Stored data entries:
[Start of section]
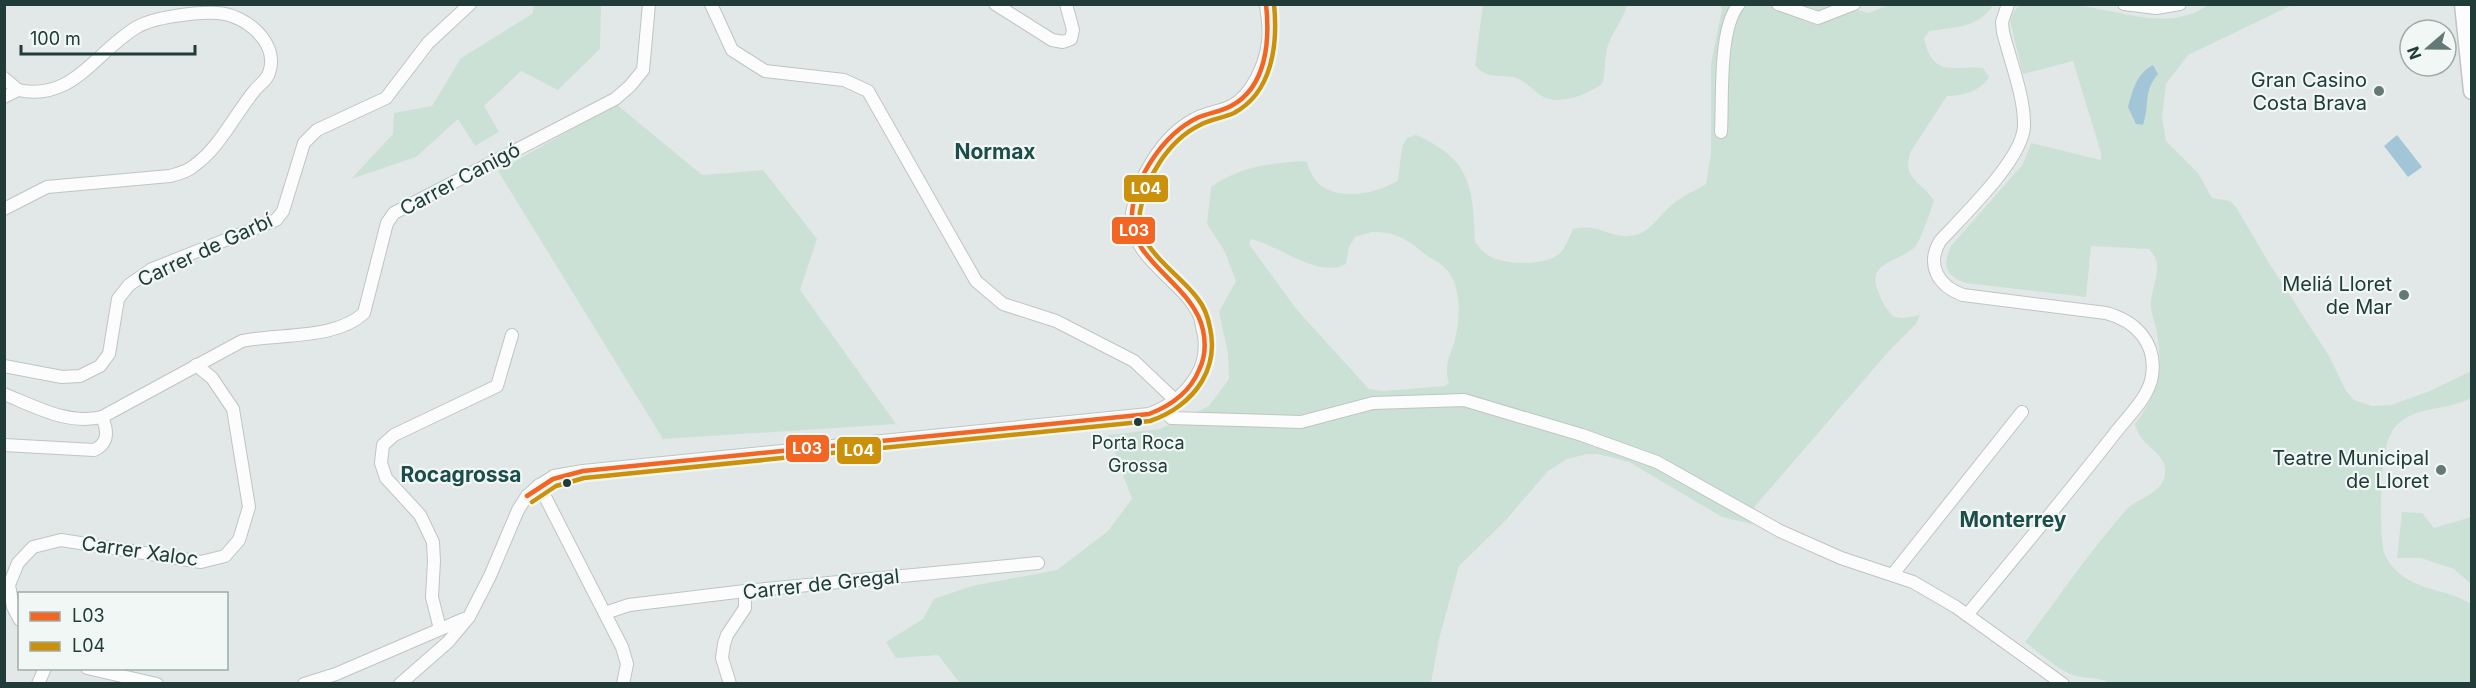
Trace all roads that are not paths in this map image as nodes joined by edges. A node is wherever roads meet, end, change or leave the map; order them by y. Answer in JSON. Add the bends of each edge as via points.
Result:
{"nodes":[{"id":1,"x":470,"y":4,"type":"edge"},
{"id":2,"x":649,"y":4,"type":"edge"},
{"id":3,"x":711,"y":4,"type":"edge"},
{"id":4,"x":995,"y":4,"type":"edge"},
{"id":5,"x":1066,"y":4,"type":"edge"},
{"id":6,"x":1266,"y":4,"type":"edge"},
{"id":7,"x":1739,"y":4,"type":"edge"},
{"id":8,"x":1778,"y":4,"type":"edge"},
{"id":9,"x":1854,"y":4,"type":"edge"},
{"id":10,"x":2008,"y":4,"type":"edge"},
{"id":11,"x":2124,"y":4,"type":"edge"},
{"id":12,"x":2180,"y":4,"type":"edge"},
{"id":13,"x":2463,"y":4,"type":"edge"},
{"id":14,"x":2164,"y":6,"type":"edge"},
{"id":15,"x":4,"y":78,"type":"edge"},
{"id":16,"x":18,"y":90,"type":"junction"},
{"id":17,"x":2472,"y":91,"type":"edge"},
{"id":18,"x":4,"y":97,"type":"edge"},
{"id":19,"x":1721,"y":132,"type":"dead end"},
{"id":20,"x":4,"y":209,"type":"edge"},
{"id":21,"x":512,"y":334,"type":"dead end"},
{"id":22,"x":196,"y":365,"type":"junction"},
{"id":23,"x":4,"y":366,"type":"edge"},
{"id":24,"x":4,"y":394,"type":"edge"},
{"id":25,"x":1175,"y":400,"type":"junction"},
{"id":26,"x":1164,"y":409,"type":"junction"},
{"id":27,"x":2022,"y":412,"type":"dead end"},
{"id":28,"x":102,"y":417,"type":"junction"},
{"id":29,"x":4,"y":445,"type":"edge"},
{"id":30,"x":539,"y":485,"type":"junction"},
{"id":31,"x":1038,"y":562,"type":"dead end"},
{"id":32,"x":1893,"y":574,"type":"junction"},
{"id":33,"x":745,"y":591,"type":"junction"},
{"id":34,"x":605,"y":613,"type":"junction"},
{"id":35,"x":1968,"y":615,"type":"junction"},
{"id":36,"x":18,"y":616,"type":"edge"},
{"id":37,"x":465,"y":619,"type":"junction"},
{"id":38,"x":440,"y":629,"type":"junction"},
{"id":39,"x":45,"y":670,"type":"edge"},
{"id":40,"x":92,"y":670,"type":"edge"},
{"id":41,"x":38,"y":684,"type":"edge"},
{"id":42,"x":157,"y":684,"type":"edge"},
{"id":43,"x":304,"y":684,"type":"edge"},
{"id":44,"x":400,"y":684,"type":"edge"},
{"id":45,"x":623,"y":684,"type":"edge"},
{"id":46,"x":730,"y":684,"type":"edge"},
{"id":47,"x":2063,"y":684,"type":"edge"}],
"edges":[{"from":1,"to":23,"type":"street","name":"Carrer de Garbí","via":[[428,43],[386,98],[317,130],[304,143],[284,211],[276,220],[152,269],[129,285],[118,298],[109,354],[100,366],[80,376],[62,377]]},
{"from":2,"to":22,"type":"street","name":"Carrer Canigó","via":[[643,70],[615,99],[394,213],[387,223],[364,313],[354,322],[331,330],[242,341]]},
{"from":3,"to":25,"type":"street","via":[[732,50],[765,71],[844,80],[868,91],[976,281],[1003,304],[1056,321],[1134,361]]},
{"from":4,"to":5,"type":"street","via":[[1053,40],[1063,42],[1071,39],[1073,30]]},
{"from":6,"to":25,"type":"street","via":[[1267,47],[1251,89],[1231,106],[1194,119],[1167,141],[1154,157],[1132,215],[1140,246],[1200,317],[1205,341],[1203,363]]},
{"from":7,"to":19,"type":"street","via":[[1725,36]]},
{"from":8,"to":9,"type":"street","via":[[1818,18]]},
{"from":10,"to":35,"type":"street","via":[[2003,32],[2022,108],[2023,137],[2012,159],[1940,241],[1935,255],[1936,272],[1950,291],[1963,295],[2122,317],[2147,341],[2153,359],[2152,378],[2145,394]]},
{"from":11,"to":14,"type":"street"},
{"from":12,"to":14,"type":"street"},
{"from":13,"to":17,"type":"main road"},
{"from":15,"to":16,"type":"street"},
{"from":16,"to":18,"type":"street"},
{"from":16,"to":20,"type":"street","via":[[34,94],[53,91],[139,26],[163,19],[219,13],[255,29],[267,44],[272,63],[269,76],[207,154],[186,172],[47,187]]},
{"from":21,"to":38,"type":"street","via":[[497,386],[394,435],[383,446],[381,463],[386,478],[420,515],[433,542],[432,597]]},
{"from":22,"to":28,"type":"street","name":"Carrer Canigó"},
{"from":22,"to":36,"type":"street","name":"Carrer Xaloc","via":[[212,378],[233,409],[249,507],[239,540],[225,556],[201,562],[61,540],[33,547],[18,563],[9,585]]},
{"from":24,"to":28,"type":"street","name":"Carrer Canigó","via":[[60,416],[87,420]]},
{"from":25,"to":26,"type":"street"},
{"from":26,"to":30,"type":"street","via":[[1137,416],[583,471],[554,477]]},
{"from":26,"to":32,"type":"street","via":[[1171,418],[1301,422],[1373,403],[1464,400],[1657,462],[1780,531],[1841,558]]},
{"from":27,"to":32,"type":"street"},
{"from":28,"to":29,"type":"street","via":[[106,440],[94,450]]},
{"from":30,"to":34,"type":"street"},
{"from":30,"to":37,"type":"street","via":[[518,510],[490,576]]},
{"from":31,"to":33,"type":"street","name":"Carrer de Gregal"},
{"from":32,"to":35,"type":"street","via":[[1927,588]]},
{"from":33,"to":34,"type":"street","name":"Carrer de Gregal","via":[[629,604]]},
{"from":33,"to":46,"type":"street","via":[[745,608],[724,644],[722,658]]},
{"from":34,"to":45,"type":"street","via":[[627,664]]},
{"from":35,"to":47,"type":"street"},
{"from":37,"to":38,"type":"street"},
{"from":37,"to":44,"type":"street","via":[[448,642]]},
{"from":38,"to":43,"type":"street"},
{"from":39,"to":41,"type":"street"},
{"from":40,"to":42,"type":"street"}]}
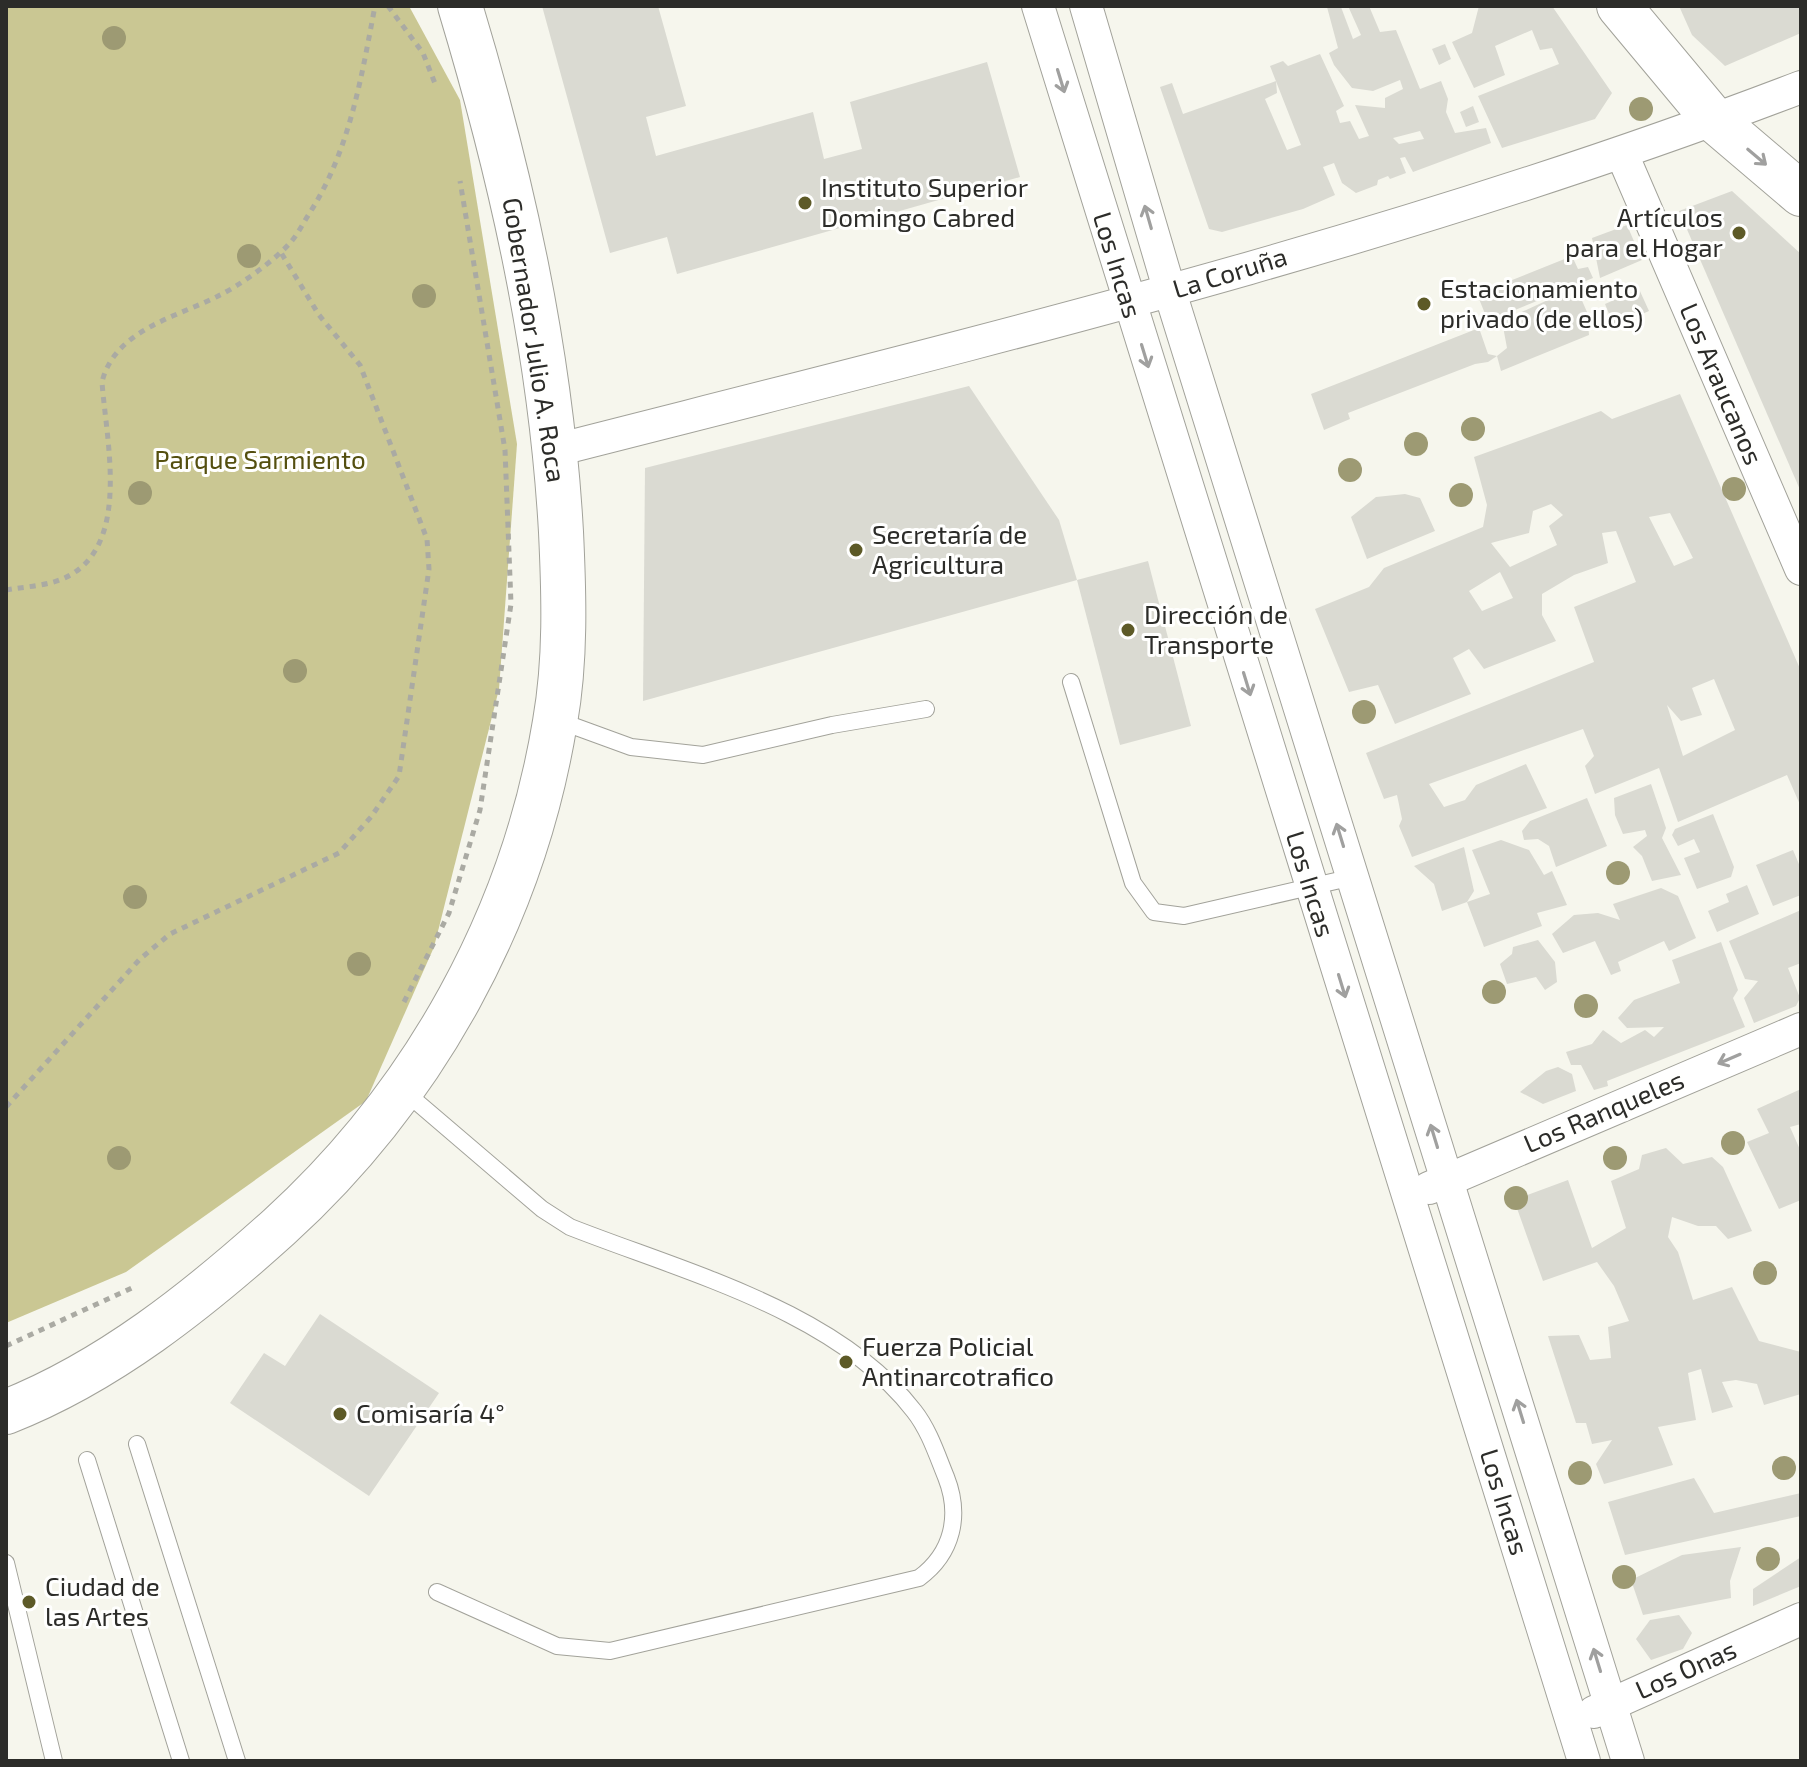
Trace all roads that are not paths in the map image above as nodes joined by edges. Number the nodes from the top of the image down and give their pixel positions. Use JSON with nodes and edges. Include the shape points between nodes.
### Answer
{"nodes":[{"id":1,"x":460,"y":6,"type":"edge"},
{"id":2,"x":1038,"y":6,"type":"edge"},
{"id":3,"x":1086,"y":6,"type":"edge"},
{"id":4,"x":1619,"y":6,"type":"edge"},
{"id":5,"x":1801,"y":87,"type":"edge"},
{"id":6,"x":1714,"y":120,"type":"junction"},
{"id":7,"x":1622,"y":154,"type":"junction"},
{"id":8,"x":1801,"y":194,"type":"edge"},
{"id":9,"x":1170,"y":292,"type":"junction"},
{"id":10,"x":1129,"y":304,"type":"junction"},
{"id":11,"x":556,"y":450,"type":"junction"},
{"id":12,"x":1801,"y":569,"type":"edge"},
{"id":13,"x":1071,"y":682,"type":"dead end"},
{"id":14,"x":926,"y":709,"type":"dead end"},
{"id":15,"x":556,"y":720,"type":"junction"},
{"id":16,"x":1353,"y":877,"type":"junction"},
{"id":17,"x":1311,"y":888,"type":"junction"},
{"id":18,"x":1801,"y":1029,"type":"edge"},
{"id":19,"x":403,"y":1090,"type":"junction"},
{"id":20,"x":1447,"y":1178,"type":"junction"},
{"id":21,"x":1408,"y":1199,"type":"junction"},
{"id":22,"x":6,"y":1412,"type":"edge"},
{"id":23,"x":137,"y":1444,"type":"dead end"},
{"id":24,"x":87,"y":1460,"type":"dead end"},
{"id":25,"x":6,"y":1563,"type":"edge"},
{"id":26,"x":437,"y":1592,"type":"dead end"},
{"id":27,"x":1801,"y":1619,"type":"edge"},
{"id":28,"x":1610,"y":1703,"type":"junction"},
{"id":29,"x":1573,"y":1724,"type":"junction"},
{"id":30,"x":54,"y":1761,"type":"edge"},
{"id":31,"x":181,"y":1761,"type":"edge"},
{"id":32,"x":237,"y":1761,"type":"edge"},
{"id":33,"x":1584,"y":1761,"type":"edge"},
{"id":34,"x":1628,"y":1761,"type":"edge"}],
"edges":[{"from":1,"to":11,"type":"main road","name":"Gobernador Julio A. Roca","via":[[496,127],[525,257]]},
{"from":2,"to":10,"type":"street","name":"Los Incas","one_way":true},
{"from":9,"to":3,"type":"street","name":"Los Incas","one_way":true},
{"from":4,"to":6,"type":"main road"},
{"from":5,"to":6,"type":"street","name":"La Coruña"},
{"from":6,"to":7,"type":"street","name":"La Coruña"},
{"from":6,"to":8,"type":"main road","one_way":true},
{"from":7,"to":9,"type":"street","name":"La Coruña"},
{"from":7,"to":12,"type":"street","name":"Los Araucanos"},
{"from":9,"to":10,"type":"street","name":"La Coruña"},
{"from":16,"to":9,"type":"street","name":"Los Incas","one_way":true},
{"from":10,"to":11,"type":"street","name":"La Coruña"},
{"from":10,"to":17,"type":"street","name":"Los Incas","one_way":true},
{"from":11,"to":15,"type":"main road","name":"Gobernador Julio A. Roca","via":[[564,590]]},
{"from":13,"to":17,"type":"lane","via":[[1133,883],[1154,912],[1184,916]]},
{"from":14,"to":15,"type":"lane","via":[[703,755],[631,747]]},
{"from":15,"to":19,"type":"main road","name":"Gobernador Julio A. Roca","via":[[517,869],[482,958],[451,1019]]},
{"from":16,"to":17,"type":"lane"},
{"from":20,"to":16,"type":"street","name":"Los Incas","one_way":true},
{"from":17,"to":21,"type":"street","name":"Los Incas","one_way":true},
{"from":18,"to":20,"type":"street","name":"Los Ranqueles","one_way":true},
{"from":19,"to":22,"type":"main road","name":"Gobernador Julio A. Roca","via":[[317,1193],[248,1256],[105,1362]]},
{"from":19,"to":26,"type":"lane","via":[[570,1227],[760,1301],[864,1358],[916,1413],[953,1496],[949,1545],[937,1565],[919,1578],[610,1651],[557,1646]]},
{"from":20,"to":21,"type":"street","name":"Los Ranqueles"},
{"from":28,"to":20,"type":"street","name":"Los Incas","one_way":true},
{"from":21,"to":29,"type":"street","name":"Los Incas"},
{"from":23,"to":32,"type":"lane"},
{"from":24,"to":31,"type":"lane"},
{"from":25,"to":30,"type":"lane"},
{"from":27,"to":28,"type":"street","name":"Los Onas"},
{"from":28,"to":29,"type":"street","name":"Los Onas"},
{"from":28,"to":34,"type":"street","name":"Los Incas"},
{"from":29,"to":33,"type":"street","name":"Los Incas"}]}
[End of section]
EXERCISE DESCRIPTION: Every line that contains the string "JSON" should be returned from the data.

FINISHED TASK:
Trace all roads that are not paths in this map image as nodes joined by edges. A node is wherever roads meet, end, change or leave the map; order them by y. Answer in JSON. Add the bends of each edge as via points.
Trace all roads that are not paths in the map image above as nodes joined by edges. Number the nodes from the top of the image down and give their pixel positions. Use JSON with nodes and edges. Include the shape points between nodes.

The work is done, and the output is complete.